What the task asks ▸
Whenever a line in the entries below includes the string "them", count that line. Report the total alone.

Exercise data ▸
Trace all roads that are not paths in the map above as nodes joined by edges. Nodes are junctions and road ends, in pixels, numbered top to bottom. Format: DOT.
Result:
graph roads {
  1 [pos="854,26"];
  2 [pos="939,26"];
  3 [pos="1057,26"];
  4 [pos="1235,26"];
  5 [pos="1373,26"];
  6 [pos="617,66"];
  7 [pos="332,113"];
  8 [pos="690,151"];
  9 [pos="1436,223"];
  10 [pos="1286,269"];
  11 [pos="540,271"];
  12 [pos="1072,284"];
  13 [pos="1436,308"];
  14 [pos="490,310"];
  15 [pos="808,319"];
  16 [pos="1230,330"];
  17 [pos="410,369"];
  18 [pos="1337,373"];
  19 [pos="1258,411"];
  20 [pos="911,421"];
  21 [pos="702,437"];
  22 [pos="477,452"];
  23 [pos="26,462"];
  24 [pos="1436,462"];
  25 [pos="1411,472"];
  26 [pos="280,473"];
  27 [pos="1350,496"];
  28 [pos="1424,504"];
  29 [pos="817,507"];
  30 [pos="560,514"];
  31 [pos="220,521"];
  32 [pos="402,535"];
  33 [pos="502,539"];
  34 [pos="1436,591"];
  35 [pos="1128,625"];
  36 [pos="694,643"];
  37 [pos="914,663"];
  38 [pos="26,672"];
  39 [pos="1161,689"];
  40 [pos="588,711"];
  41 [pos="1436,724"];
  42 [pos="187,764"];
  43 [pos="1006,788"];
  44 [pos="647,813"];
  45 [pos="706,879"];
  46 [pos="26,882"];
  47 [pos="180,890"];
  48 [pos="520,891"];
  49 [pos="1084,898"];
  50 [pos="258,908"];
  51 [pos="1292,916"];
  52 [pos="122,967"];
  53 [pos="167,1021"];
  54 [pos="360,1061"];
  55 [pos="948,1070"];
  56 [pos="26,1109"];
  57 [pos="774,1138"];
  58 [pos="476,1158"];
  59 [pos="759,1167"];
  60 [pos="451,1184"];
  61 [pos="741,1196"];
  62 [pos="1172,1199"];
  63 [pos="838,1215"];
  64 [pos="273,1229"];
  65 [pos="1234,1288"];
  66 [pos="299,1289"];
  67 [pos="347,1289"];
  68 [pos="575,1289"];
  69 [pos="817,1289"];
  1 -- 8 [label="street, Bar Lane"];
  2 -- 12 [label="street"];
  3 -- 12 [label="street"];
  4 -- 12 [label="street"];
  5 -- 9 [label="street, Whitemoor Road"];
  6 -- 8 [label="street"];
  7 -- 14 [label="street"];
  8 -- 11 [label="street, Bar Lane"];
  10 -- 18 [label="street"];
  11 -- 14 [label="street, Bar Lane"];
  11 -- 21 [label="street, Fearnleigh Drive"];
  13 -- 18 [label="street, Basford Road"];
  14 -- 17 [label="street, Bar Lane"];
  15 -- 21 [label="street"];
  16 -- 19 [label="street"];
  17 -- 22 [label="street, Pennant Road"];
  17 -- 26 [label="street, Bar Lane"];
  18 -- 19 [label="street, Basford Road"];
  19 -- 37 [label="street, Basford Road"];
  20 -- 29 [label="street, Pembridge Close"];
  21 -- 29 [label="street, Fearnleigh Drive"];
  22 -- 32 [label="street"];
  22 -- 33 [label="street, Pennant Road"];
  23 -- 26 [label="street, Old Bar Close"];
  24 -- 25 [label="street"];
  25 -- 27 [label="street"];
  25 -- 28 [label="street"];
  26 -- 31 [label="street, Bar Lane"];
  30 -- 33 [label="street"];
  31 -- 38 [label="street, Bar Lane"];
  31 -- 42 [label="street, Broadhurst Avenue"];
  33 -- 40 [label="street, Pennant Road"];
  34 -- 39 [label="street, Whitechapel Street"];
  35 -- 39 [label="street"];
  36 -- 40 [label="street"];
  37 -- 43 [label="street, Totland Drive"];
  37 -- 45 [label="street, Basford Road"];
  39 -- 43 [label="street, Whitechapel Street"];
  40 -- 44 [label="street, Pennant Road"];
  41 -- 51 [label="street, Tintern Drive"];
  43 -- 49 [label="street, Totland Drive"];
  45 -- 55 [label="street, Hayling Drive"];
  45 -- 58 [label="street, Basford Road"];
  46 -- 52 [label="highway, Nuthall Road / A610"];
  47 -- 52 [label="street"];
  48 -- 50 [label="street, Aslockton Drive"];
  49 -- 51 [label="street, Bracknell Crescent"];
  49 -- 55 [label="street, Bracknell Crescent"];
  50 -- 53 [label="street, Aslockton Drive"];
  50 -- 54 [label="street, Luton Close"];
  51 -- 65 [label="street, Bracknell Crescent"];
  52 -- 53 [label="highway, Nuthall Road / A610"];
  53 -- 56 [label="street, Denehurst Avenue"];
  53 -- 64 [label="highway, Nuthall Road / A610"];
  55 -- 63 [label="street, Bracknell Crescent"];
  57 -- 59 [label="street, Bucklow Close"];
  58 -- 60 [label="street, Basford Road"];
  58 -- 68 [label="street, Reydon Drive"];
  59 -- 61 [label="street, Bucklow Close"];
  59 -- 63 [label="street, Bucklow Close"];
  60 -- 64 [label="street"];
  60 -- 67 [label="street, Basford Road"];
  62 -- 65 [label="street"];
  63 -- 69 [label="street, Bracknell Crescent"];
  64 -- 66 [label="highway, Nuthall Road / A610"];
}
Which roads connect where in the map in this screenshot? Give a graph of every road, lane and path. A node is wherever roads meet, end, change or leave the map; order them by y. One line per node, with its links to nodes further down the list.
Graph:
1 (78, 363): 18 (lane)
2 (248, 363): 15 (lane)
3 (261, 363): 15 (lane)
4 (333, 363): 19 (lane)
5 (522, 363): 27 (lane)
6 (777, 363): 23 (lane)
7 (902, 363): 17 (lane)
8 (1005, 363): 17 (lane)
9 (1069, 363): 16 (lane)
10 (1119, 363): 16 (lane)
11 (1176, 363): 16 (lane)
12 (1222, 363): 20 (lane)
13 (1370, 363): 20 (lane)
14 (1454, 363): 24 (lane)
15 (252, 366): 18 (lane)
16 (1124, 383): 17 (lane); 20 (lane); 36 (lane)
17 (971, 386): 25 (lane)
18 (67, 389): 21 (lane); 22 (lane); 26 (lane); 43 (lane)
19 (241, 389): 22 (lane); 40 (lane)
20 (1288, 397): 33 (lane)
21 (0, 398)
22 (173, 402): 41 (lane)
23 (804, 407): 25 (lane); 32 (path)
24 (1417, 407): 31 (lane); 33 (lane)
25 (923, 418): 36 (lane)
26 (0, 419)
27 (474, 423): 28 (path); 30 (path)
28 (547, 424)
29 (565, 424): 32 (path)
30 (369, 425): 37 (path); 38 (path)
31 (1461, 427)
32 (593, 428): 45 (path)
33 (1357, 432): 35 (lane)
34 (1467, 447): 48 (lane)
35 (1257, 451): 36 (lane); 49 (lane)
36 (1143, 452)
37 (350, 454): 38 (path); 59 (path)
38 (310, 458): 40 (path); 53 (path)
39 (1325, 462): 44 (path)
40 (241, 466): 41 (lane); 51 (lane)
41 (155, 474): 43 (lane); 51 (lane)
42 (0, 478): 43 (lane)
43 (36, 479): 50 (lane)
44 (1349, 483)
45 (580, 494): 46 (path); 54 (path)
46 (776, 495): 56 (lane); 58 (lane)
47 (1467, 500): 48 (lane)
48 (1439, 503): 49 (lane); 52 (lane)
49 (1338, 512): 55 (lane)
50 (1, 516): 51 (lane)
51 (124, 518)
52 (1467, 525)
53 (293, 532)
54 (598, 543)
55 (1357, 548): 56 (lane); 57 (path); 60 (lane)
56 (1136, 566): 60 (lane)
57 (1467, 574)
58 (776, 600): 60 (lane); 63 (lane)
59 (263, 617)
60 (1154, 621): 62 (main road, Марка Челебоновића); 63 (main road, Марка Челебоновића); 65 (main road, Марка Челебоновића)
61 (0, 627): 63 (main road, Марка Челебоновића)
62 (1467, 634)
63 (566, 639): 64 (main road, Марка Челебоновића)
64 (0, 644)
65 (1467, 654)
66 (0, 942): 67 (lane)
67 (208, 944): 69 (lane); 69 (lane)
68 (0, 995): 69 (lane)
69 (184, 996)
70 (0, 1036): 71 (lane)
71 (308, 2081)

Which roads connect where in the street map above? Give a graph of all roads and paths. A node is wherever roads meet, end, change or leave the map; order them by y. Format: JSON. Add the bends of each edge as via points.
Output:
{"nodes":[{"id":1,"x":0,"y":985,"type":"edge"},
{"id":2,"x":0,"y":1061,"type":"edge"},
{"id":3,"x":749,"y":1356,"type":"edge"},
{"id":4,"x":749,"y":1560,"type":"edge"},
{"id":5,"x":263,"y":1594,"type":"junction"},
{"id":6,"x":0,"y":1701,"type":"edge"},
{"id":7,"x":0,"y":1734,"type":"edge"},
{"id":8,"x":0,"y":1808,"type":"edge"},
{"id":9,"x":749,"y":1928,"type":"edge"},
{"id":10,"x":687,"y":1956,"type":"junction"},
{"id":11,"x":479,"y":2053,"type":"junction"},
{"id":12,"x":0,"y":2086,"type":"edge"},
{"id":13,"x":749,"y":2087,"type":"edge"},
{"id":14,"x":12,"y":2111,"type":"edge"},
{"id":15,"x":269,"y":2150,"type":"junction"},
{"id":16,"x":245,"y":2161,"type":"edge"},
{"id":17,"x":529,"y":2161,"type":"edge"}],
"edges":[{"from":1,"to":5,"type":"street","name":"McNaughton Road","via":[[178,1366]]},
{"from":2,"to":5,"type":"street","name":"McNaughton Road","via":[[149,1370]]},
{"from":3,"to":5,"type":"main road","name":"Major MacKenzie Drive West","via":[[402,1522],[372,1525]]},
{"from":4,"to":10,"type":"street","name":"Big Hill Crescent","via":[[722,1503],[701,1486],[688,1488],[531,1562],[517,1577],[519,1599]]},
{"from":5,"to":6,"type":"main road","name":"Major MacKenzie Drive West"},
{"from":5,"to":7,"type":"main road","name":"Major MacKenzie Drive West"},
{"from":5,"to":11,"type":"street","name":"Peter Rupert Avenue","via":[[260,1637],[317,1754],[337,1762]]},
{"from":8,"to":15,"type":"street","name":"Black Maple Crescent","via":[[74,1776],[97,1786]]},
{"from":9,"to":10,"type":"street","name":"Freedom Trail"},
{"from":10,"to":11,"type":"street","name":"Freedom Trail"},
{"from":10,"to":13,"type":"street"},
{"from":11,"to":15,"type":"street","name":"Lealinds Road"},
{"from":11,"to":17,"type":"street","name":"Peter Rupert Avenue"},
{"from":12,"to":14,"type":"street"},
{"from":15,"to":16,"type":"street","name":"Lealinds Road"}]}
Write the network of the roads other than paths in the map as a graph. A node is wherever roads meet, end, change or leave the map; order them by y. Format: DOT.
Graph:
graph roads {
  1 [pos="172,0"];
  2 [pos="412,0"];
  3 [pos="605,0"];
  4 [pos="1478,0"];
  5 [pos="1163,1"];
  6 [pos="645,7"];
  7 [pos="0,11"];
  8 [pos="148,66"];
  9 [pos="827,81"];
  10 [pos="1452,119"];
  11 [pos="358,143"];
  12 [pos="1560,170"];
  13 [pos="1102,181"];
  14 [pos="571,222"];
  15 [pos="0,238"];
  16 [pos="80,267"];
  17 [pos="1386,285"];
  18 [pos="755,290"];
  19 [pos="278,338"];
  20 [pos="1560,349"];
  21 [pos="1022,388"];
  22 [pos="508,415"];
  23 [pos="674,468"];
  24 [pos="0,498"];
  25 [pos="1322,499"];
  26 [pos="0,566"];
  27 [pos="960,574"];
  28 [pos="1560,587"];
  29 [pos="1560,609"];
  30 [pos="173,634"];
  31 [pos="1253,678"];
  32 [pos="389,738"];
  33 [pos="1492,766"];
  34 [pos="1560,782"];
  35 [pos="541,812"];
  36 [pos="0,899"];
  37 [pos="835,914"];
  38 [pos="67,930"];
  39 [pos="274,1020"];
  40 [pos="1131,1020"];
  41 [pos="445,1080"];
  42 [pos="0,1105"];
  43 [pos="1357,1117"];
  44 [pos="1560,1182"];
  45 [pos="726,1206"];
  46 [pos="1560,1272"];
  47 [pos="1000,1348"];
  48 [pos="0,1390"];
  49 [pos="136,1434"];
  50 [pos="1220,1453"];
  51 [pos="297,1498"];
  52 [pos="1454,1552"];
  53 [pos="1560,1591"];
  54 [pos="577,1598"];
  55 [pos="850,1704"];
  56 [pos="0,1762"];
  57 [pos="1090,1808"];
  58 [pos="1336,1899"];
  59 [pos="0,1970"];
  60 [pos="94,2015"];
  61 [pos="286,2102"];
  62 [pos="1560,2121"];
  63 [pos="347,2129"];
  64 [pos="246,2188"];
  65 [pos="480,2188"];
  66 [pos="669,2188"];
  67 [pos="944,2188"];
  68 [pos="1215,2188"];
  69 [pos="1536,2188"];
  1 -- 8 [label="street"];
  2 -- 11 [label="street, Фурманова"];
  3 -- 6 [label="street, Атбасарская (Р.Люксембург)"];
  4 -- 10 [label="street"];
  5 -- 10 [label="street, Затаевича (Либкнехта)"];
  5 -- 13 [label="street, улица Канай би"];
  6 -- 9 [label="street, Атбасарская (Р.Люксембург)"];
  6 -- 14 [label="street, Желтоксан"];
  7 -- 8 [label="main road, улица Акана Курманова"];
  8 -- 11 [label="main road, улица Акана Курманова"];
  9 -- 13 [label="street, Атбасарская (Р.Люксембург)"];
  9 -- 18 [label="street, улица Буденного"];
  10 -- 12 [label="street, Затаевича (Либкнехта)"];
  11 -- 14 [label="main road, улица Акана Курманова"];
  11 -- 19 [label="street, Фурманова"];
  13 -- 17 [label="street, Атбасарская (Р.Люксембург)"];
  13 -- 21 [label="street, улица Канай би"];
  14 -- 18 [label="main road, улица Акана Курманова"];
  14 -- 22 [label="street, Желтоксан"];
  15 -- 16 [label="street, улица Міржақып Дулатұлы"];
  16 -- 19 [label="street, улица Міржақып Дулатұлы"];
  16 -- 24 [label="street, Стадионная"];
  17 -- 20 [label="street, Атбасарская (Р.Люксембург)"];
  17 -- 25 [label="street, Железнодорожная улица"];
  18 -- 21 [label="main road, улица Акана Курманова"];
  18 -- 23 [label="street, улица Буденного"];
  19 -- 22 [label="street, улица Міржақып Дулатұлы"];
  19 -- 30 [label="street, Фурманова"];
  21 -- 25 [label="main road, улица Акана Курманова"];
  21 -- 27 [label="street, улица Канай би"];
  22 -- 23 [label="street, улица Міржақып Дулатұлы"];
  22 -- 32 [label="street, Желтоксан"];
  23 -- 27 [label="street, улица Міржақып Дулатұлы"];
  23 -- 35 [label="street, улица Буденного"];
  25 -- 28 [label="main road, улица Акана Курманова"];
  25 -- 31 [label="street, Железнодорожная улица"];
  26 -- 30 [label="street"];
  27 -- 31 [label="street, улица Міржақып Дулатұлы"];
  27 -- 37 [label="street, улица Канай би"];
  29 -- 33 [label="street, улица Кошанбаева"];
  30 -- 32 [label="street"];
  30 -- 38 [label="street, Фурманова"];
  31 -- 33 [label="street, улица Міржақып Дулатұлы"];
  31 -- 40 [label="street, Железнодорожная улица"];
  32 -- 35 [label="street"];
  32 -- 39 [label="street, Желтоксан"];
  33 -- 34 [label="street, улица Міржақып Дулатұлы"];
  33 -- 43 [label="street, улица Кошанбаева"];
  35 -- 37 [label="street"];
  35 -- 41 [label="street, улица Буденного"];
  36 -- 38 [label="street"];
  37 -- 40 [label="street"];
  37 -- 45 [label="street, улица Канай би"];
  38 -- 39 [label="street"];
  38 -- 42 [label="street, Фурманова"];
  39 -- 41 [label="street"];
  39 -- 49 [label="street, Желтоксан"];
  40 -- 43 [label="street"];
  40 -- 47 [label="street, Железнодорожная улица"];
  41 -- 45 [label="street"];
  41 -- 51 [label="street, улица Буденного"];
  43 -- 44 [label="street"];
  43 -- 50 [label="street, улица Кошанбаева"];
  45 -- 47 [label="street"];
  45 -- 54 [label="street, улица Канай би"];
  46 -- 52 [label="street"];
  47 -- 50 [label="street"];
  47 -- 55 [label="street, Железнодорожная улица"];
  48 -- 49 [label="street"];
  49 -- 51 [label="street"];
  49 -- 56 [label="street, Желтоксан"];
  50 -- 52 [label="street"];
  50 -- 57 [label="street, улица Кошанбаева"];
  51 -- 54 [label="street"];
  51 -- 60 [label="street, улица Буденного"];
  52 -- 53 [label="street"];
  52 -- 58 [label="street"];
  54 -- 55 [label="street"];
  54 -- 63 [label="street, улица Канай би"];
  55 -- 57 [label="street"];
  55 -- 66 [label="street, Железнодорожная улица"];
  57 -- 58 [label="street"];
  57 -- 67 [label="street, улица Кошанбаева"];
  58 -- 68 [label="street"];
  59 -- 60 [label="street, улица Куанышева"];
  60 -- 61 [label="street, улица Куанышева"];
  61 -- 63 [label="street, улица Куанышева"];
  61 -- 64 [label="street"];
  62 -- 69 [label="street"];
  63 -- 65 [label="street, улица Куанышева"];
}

Answer to this problem ▸
3